Time series of climatic data

To represent spatial variation in temperature and precipitation as reliably as possible, we combined a high-resolution data set for precipitation of the European Alps51 with the global temperature data set provided by Worldclim (www.worldclim.org). We downscaled average monthly precipitation sums from the 5 km resolution to 100 m using ordinary krigging with elevation as covariable, and monthly mean, minimal and maximal temperatures using the methods applied in Dullinger et al.15. To adjust the temperature values (averages of 1950–2000) to the time interval of the precipitation data (1970–2005) we used the E-OBS climate grids (available online www.ecad.eu/download/ensembles/download.php). The resulting grids defined the spatial pattern of climatic variation in the Alps.

To add temporal variation, i.e., to create a time series of this pattern across the entire study period, we downscaled the gridded data set CRU52 for the Alpine arc from the original 0.5° resolution to 100 × 100 m for the years 1900–2014 by applying the change factor method53 as used in Zimmermann et al.54 and Dullinger et al.15. CRU includes minimum, maximum and mean monthly temperatures and monthly precipitation sums. Grids of these variables were first subtracted from the monthly averages of the years 1970–2005 of the same CRU data. Subsequently, these differences were spatially interpolated to a resolution of 100 × 100 meters. The resulting difference grids were then subtracted or added to the spatial pattern of temperature and precipitation derived from the Isotta et al.51 and Worldclim data as described above. Finally, we calculated thereof an annual time series of all 19 bioclimatic variables provided by Worldclim (www.worldclim.org/bioclim).

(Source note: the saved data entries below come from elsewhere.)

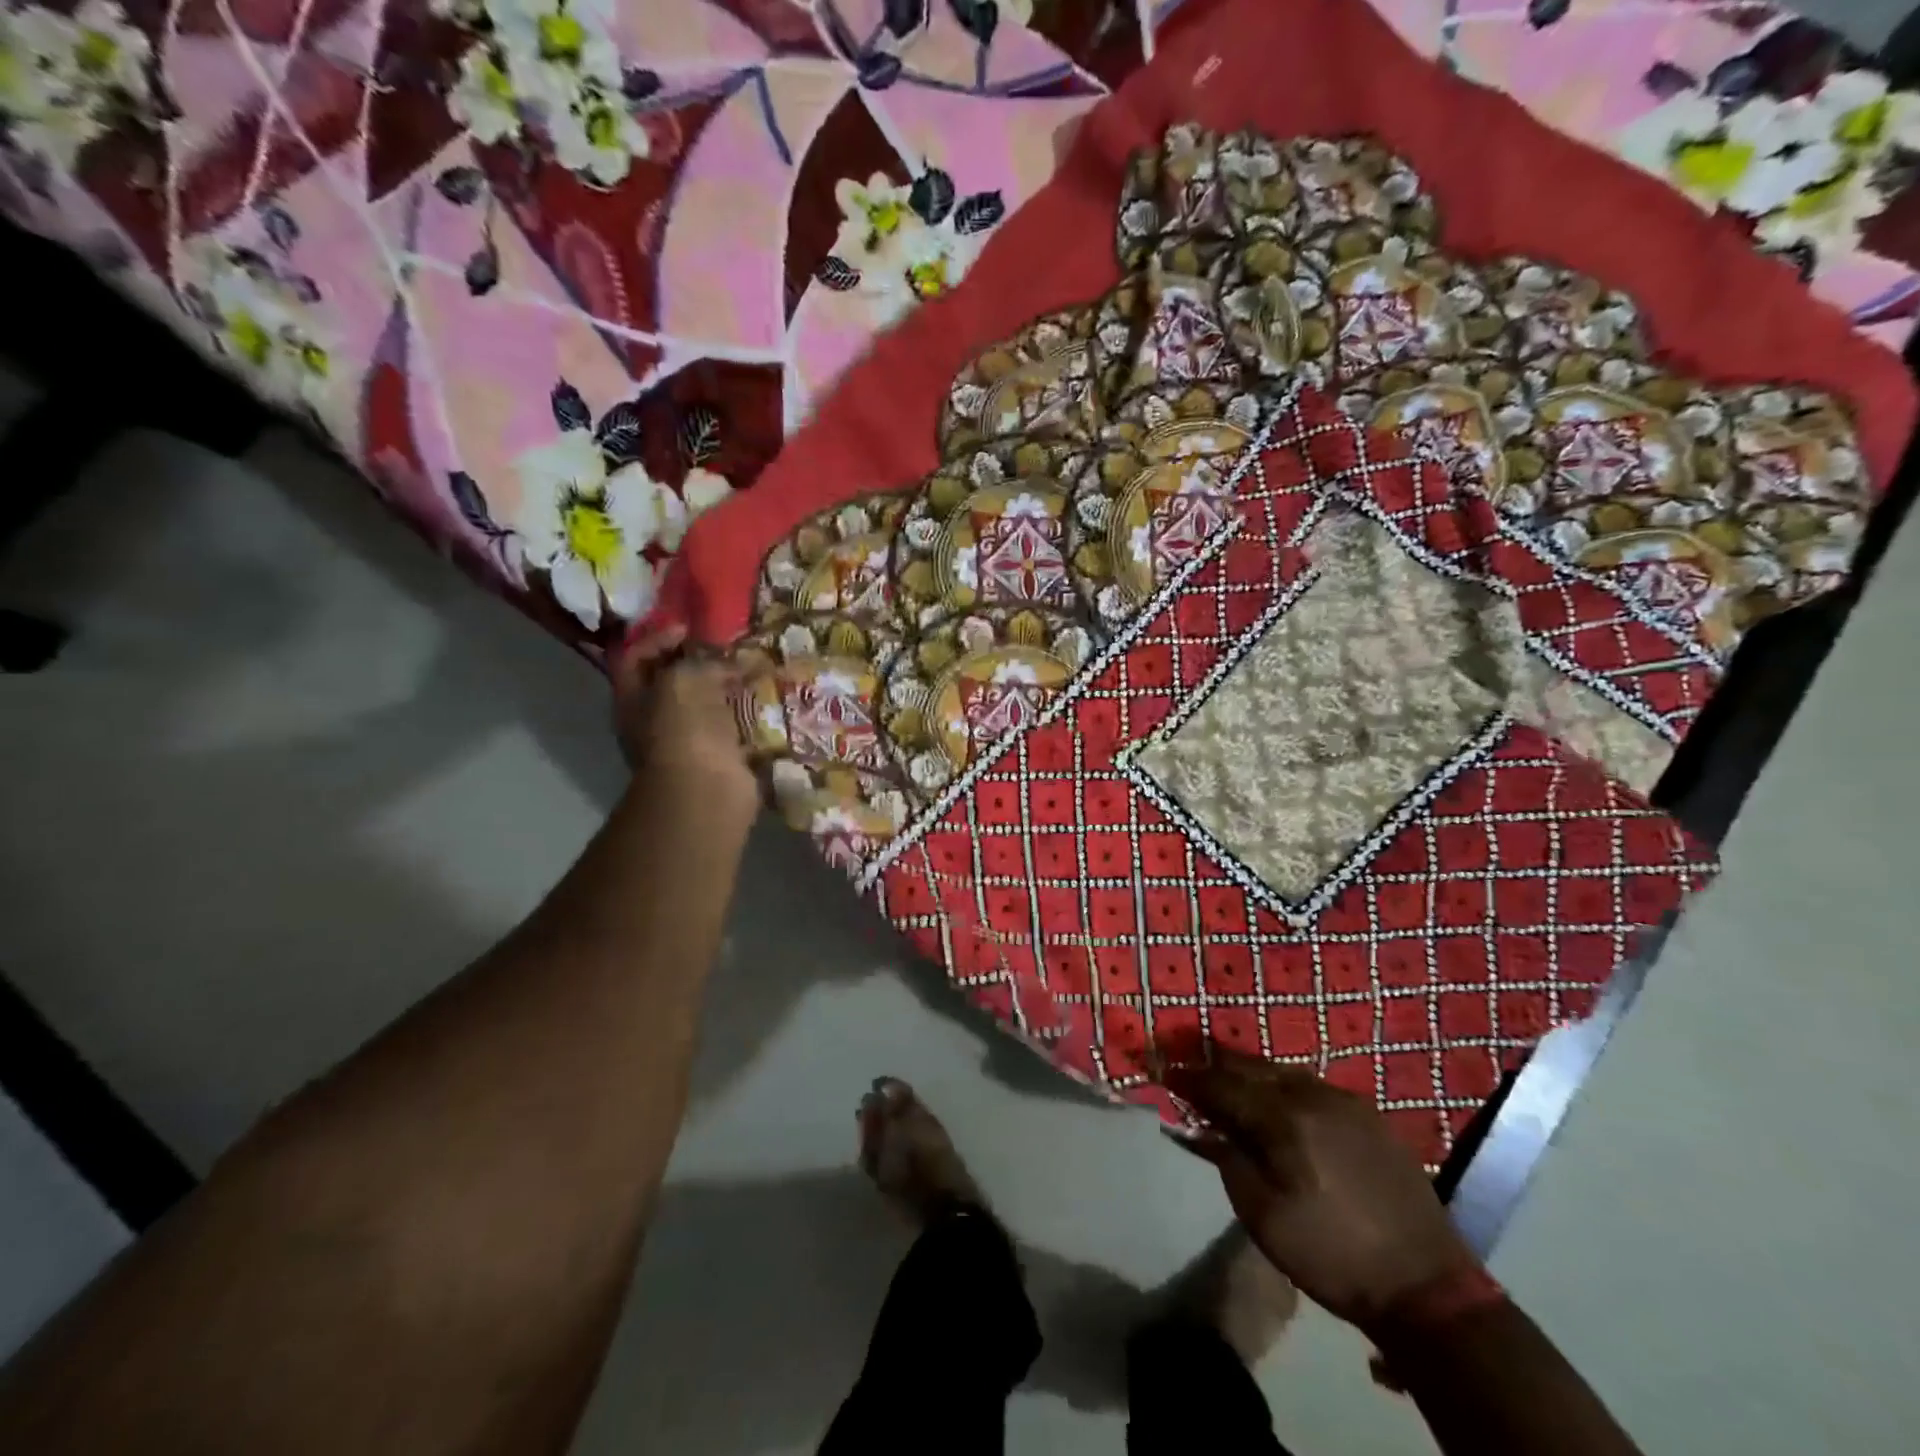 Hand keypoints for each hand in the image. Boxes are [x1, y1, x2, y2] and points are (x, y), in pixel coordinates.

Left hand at [611, 625, 756, 811]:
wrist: (706, 791)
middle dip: (698, 662)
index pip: (636, 657)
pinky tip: (762, 699)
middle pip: (673, 681)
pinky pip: (731, 727)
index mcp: (632, 699)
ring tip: (750, 669)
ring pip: (705, 704)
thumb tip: (726, 660)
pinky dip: (745, 713)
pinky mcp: (719, 758)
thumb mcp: (684, 679)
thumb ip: (700, 660)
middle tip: (727, 646)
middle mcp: (654, 720)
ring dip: (725, 687)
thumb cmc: (683, 729)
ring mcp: (687, 741)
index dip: (658, 637)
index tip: (689, 628)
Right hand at [1166, 1054, 1480, 1333]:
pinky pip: (1313, 1086)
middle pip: (1253, 1066)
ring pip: (1284, 1071)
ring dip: (1253, 1073)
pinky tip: (1282, 1101)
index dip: (1191, 1079)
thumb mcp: (1263, 1217)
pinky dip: (1286, 1086)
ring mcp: (1346, 1102)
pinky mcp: (1370, 1116)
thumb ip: (1228, 1161)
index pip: (1223, 1085)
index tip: (1165, 1072)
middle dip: (1219, 1065)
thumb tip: (1202, 1127)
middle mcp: (1312, 1096)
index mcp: (1283, 1119)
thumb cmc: (1332, 1254)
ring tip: (1232, 1080)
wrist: (1425, 1286)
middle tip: (1192, 1066) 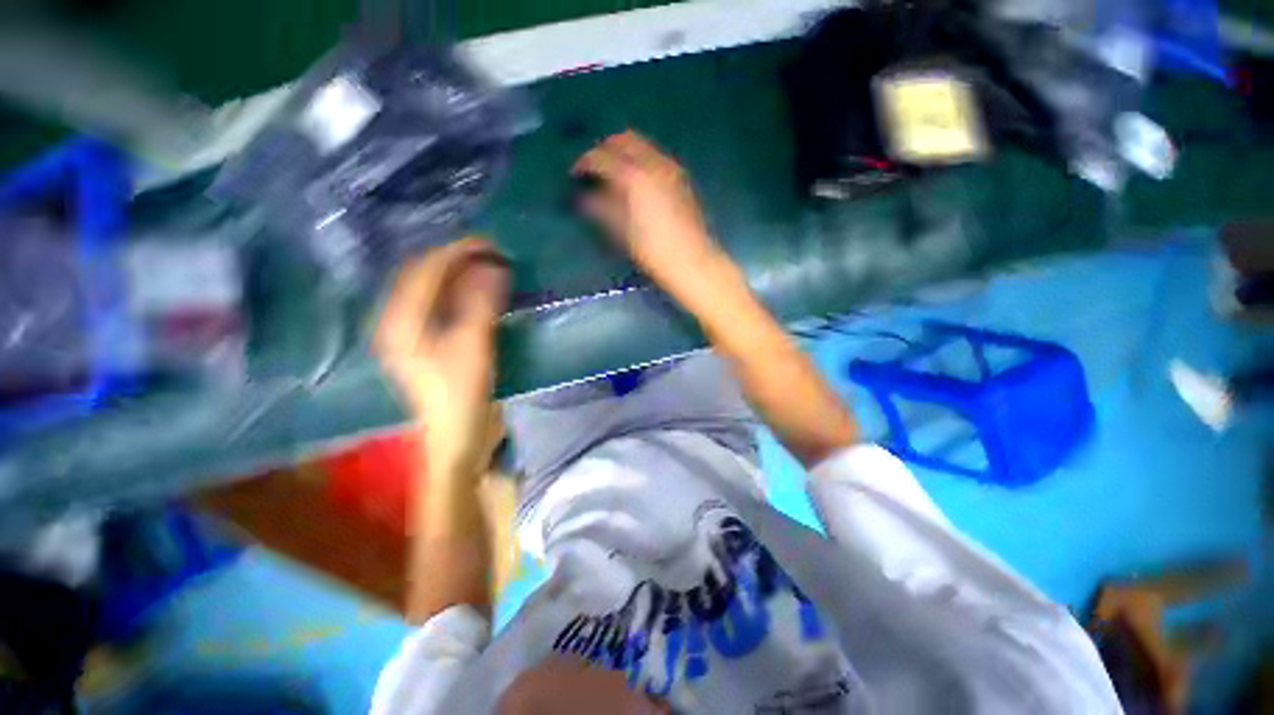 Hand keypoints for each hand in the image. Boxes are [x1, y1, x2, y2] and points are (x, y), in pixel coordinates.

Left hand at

Species distribution models

We selected three climatic variables as predictors for the SDMs. We limited the number of variables to three to avoid model overfitting, in particular of the regression based modeling algorithms55. The three variables should represent the climatic conditions experienced by plants both during the vegetation period and in winter, and they should not be overly strongly correlated56. Based on this reasoning we chose the following variables: minimum temperature of the coldest month which is related to frost risk during winter; mean temperature of the warmest quarter which indicates available thermal energy during the vegetation period; and precipitation of the warmest quarter, related to risk of drought during the vegetation period. We note that many species are not exposed to low winter temperature because they are protected by snow. However, as snow cover is strongly determined by topography in alpine terrain57, combining frost risk and topographical descriptors (see below) in a multivariate model is ecologically meaningful. For each plot we calculated the average of each variable for the ten years preceding the historical and recent survey, respectively (Supplementary Data 1).

To represent topography, which has as strong effect on snow accumulation, melt out times, and solar radiation income in mountainous terrain42, we further used inclination and exposition of the plots as measured in the field (both in degrees). Finally, to account for the fact that many mountain plants are bound to either calcareous or siliceous substrates, we included a map of calcareous soils15 (in %; Supplementary Data 1) as further predictor into the models. These three additional variables were assumed to have remained unchanged between historical sampling and re-surveys.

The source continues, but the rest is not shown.